India is the second most unequal economy in the world after Russia, according to a 2017 Oxfam report entitled "An economy for the 99%." More sobering is the fact that even the people we might consider to be middle-class in India are really quite poor.

According to a study by Pew Research Center, even though India’s poverty rate fell from 35 percent in 2001 to 20 percent in 2011, the population that could be considered middle income saw only a marginal increase, going from about one percent to just three percent.

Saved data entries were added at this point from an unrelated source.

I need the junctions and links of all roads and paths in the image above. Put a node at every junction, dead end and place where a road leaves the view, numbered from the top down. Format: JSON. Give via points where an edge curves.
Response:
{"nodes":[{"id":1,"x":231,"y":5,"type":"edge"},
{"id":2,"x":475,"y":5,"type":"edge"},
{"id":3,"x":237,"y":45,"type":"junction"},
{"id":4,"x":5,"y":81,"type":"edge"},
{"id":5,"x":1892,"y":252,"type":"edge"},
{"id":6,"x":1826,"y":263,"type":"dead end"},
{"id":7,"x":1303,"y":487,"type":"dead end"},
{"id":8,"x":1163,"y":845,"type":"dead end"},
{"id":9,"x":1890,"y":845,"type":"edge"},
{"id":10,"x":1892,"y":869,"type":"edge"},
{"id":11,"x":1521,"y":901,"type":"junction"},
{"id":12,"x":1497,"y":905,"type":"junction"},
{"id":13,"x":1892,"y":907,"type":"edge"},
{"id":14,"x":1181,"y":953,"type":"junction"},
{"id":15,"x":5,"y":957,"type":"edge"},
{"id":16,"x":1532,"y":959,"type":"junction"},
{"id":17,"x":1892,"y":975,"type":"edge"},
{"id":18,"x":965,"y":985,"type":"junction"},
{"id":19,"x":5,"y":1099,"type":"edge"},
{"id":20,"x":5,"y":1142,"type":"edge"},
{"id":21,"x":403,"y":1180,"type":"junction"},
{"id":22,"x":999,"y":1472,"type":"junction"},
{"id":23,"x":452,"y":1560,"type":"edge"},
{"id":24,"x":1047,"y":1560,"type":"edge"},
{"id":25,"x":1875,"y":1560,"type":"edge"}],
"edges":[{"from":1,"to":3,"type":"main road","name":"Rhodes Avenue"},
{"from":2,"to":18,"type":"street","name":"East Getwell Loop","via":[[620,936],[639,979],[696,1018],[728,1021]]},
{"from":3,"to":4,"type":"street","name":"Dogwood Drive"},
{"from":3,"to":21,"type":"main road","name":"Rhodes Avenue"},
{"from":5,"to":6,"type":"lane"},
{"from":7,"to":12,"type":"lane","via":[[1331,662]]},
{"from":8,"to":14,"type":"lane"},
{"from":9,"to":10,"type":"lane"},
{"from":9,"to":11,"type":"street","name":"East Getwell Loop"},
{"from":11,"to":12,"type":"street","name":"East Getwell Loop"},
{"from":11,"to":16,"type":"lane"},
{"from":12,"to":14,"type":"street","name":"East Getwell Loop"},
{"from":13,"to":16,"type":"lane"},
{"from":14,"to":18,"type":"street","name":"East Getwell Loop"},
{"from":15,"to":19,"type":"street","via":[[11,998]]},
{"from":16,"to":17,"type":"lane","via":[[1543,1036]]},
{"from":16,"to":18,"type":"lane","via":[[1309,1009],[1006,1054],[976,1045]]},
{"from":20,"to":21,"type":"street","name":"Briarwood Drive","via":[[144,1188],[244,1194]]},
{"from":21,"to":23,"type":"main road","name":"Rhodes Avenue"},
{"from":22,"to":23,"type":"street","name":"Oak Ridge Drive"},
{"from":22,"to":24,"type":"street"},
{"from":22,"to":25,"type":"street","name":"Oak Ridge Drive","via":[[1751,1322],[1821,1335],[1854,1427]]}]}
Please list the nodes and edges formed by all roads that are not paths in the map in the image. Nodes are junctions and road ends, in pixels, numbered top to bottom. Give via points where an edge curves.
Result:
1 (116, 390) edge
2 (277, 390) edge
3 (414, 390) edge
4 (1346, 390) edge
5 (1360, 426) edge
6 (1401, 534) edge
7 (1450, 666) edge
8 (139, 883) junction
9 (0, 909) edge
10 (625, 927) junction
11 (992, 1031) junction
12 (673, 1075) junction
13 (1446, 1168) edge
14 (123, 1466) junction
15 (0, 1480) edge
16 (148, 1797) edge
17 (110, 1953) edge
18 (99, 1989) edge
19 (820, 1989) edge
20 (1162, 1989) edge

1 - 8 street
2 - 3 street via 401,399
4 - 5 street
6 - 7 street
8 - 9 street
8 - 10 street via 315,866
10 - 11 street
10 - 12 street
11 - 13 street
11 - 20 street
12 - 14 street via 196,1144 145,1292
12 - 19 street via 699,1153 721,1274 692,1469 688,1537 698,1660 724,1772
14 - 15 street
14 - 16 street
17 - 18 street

This means that instead of a swelling middle class, India saw a movement of its population from poor to low-income earners.

The study pointed out that, “these were people hovering closer to $2 than $10 in daily income, and thus still a ways from the transition to middle-income status.” At that income threshold, a large proportion of Indians are at the edge of the global poverty line, possibly only one economic or health shock away from slipping back into poverty.

Given the sheer size of the problem, it would be infeasible for India to address this problem through transfers of wealth from the tiny sliver of high- and middle-income people (three percent of the population) to the poor and low-income (97 percent). The focus of the effort must instead lie in improving the environmental constraints that keep people in poverty and strengthening the enablers that can allow them to take charge of their own lives.